2)                  Idées générales du texte.

 

 Thème : la politique et la connaissance historique.

 Question : Comment comprendre que le respect de l’Antiquité soit le fait des artistes, des juristes et des médecins à l’exception des hommes politiques ? Le passé n’offre-t-il pas des modèles d’instituteurs ou de conducteurs de peuples aussi admirables que le sont les chefs-d’œuvre de la statuaire ?

Thèse : L’oubli des « prodiges de sagesse et de vertu opérés par des rois, des capitaines, des citoyens, des législateurs qui se sont sacrifiés pour leur patrie » doit étonner et même indigner tout observateur de son époque.

Question : Pourquoi Machiavel considère-t-il qu’il convient de s’étonner et de s’indigner ?

Thèse : La réponse à cette question exige de déployer deux sortes d’arguments.

 

1) Premier argument.

   Il met en jeu l’intelligence de l’action politique et s’il faut reconnaître une qualité à Machiavel, c’est bien de n’avoir cessé d’en méditer la nature. Instruit par sa propre expérience de la chose publique et par sa fréquentation des historiens de l’Antiquité, il s’est efforcé de pointer le caractère miraculeux de ses réussites, au point de rencontre du courage, de l’acuité intuitive, de la ruse d’un acteur (sa virtù) et de la fortune si capricieuse, si prompte à exposer à l’échec celui qui ne sait plus en exploiter les ressources.

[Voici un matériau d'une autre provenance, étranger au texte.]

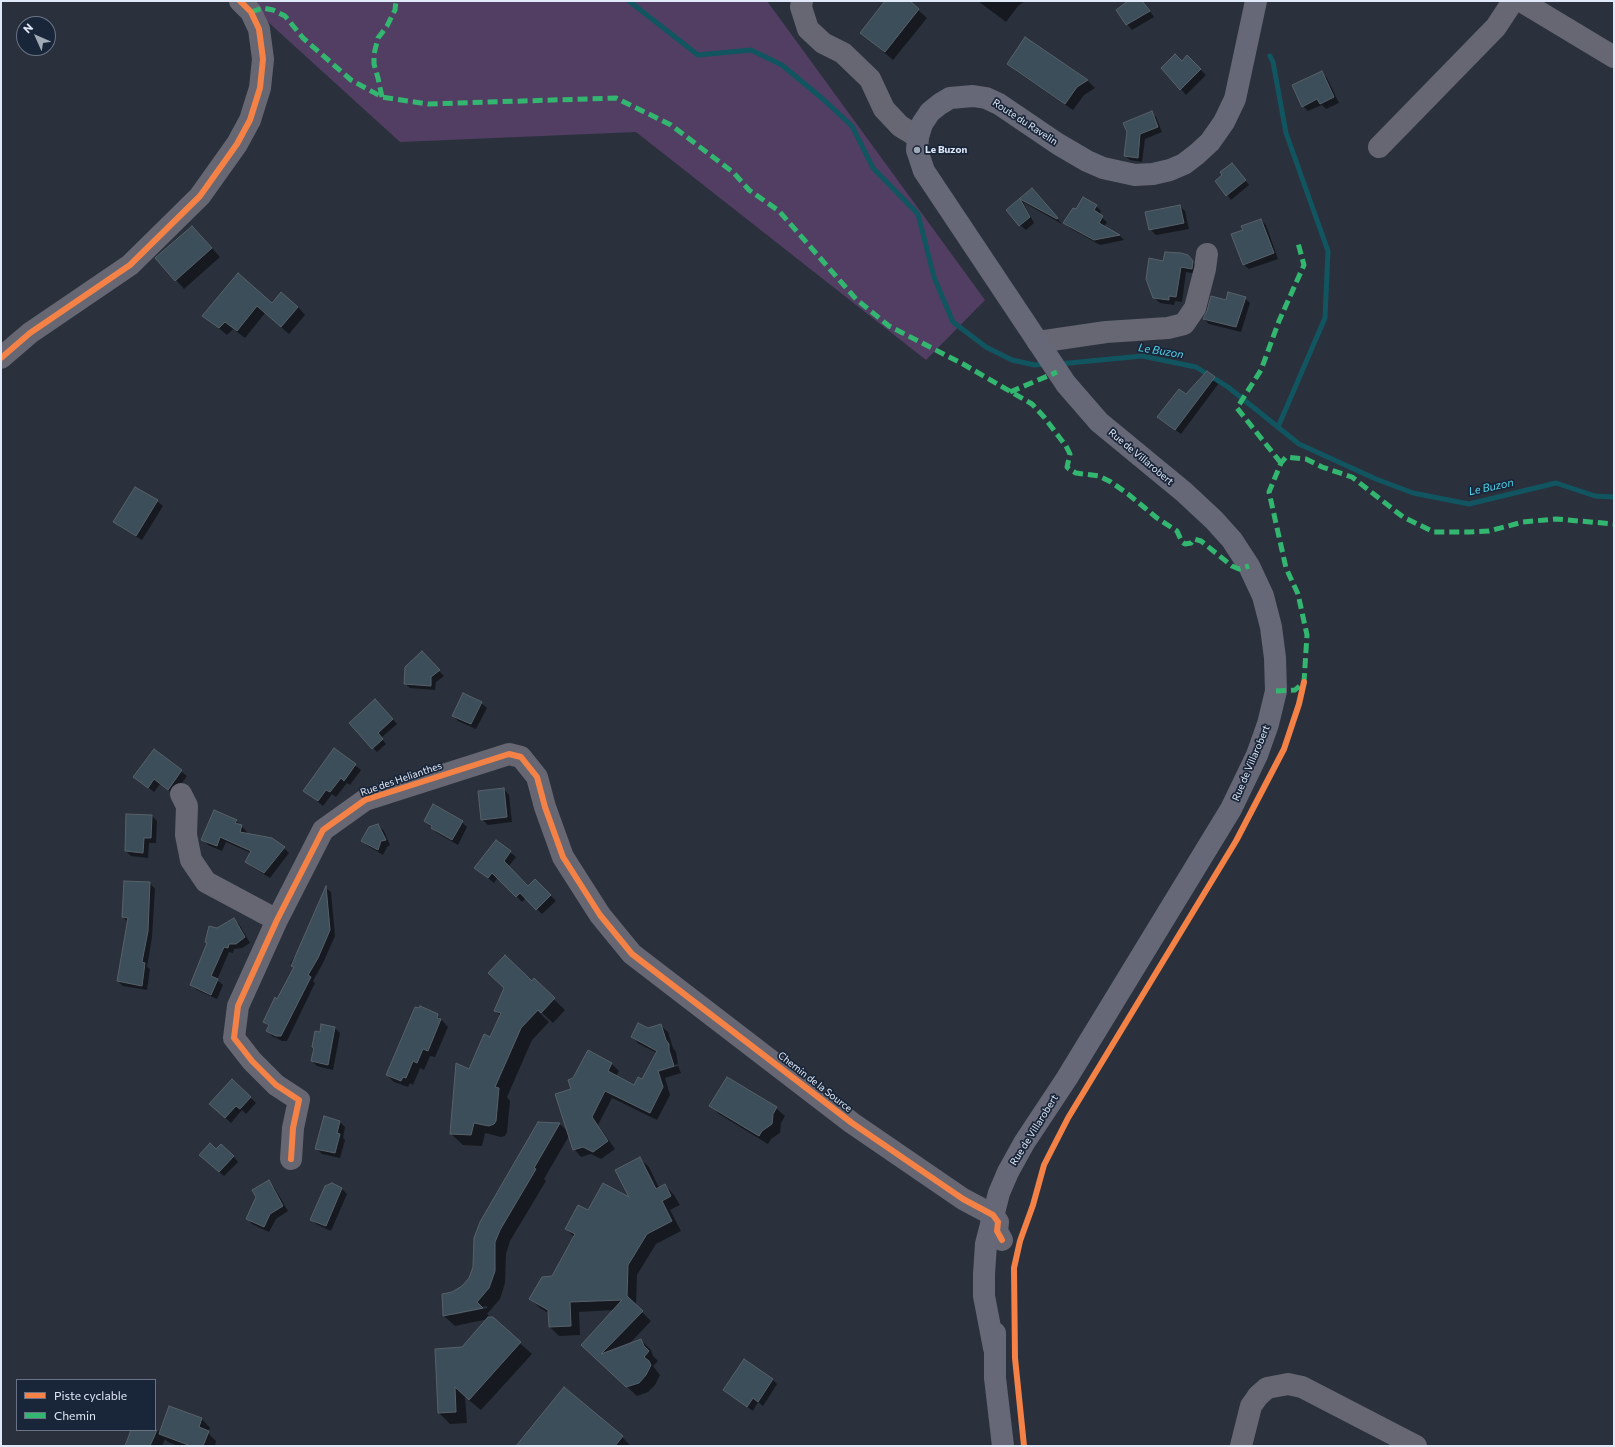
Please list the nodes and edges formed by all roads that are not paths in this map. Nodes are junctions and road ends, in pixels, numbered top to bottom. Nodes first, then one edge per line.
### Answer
1 (240, 1) edge
2 (802, 1) edge
3 (1256, 1) edge
4 (1512, 1) edge
5 (1521, 1) edge
6 (1614, 57) edge
7 (918, 137) junction
8 (1379, 147) dead end
9 (1207, 254) dead end
10 (1046, 355) junction
11 (1, 358) edge
12 (181, 794) dead end
13 (277, 920) junction
14 (632, 954) joint
15 (1067, 1078) junction
16 (290, 1159) dead end
17 (993, 1215) junction
18 (1002, 1240) junction
19 (994, 1348) junction
20 (1003, 1446) edge
21 (1241, 1446) edge
22 (1416, 1446) edge

1 - 11 street
2 - 7 street
3 - 7 main road, Route du Ravelin
4 - 8 street
5 - 6 street
7 - 10 main road, Route du Ravelin
9 - 10 street
10 - 15 main road, Rue de Villarobert
12 - 13 street
13 - 14 street, Rue des Helianthes
13 - 16 street, Rue des Helianthes
14 - 17 street, Chemin de la Source
15 - 17 main road, Rue de Villarobert
15 - 18 main road, Rue de Villarobert
17 - 18 street
17 - 19 main road, Rue de Villarobert
18 - 19 main road, Rue de Villarobert
19 - 20 main road, Rue de Villarobert
21 - 22 street

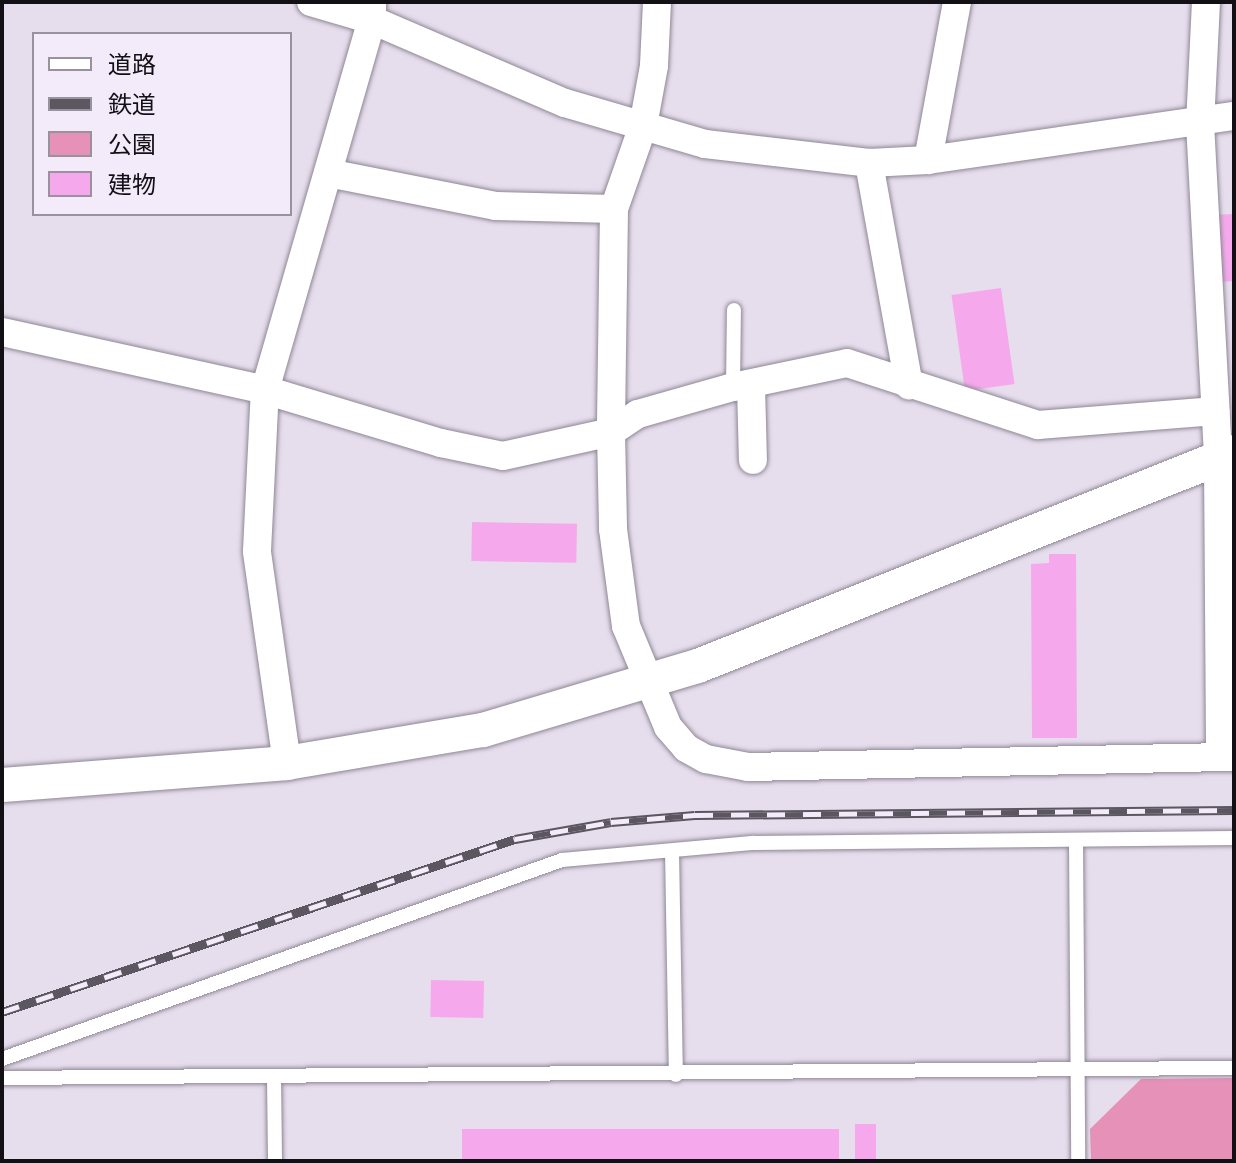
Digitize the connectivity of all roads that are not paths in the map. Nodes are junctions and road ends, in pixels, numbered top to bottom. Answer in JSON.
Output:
{"nodes":[{"id":1,"x":311,"y":2,"type":"edge"},
{"id":2,"x":957,"y":2,"type":"edge"},
{"id":3,"x":1206,"y":2,"type":"edge"},
{"id":4,"x":653,"y":3,"type":"edge"},
{"id":5,"x":372,"y":11,"type":"edge"},
{"id":6,"x":1234,"y":116,"type":"edge"},
{"id":7,"x":1200,"y":123,"type":"junction"},
{"id":8,"x":643,"y":126,"type":"junction"},
{"id":9,"x":928,"y":160,"type":"junction"},
{"id":10,"x":869,"y":163,"type":"junction"},
{"id":11,"x":328,"y":173,"type":"junction"},
{"id":12,"x":614,"y":209,"type":"junction"},
{"id":13,"x":734,"y":310,"type":"dead end"},
{"id":14,"x":2,"y":332,"type":"edge"},
{"id":15,"x":909,"y":385,"type":"junction"},
{"id":16,"x":742,"y":386,"type":"junction"},
{"id":17,"x":265,"y":390,"type":"junction"},
{"id":18,"x":1215,"y":411,"type":"junction"},
{"id":19,"x":611,"y":432,"type":"junction"},
{"id":20,"x":1226,"y":455,"type":"edge"},
{"id":21,"x":753,"y":460,"type":"dead end"},
{"id":22,"x":1226,"y":582,"type":"edge"},
{"id":23,"x":647,"y":683,"type":"junction"},
{"id":24,"x":1227,"y":757,"type":"edge"},
{"id":25,"x":287,"y":763,"type":"junction"},
{"id":26,"x":2,"y":785,"type":"edge"},
{"id":27,"x":1234,"y":838,"type":"edge"},
{"id":28,"x":1076,"y":840,"type":"junction"},
{"id":29,"x":672,"y":851,"type":"junction"},
{"id":30,"x":2,"y":1059,"type":"edge"},
{"id":31,"x":1234,"y":1068,"type":"edge"},
{"id":32,"x":1077,"y":1069,"type":"junction"},
{"id":33,"x":676,"y":1075,"type":"junction"},
{"id":34,"x":274,"y":1077,"type":"junction"},
{"id":35,"x":2,"y":1078,"type":"edge"},
{"id":36,"x":275,"y":1161,"type":"edge"},
{"id":37,"x":1078,"y":1161,"type":"edge"}],
"edges":[{"from":1,"to":5,"type":"street"},
{"from":2,"to":9,"type":"street"},
{"from":3,"to":7,"type":"street"},
{"from":4,"to":8,"type":"street"},
{"from":5,"to":8,"type":"street"},
{"from":5,"to":11,"type":"street"},
{"from":6,"to":7,"type":"street"},
{"from":7,"to":9,"type":"street"},
{"from":7,"to":18,"type":"street"},
{"from":8,"to":10,"type":"street"},
{"from":8,"to":12,"type":"street"},
{"from":9,"to":10,"type":"street"},
{"from":10,"to":15,"type":"street"},
{"from":11,"to":12,"type":"street"},
{"from":11,"to":17,"type":"street"},
{"from":12,"to":19,"type":"street"},
{"from":13,"to":16,"type":"lane"},
{"from":14,"to":17,"type":"street"},
{"from":15,"to":16,"type":"street"},
{"from":15,"to":18,"type":"street"},
{"from":16,"to":19,"type":"street"},
{"from":16,"to":21,"type":"street"},
{"from":17,"to":19,"type":"street"},
{"from":17,"to":25,"type":"street"},
{"from":18,"to":20,"type":"street"},
{"from":19,"to":23,"type":"street"},
{"from":20,"to":22,"type":"street"},
{"from":20,"to":23,"type":"street"},
{"from":22,"to":24,"type":"street"},
{"from":23,"to":24,"type":"street"},
{"from":23,"to":25,"type":"street"},
{"from":25,"to":26,"type":"street"},
{"from":27,"to":28,"type":"lane"},
{"from":28,"to":29,"type":"lane"},
{"from":28,"to":32,"type":"lane"},
{"from":29,"to":30,"type":"lane"},
{"from":29,"to":33,"type":"lane"},
{"from":31,"to":32,"type":"lane"},
{"from":32,"to":33,"type":"lane"},
{"from":32,"to":37,"type":"lane"},
{"from":33,"to":34,"type":"lane"},
{"from":34,"to":35,"type":"lane"},
{"from":34,"to":36,"type":"lane"}]}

   Toutes ses analyses établissent qu’il n’y a pas de science politique possible. Nulle providence ne préside à la marche du monde qu’il suffirait de connaître pour agir dans le sens de ses décrets. Nulle assise naturelle à la construction politique. Elle incarne une transcendance momentanée par rapport aux individus qu’elle rassemble mais la nécessité, sous la forme des passions travaillant souterrainement le corps politique ou de la geste transformatrice du temps la menace en permanence de ruine. En l’absence de toute possibilité d’élaborer un savoir rigoureux des lois régissant le fait politique, il faut donc convenir que seule la méditation des exemples des grands acteurs de l’histoire peut fournir quelques leçons. Leçons incomplètes car les analogies entre le présent et le passé ne doivent pas occulter les différences, mais leçons bien utiles pour ne pas être pris au dépourvu par des situations qui ne sont pas totalement inédites car rien ne change fondamentalement sous les changements incessants. En écho au propos cité en remarque liminaire : « Quiconque compare le présent et le passé, voit que toutes les cités, tous les peuples ont toujours été et sont encore animés des mêmes désirs, des mêmes passions », on peut lire dans ce texte: « Comme si le ciel, le soleil, les éléments et les hommes eussent changé d’ordre, de mouvement et de puissance, et fussent différents de ce qu’ils étaient autrefois » !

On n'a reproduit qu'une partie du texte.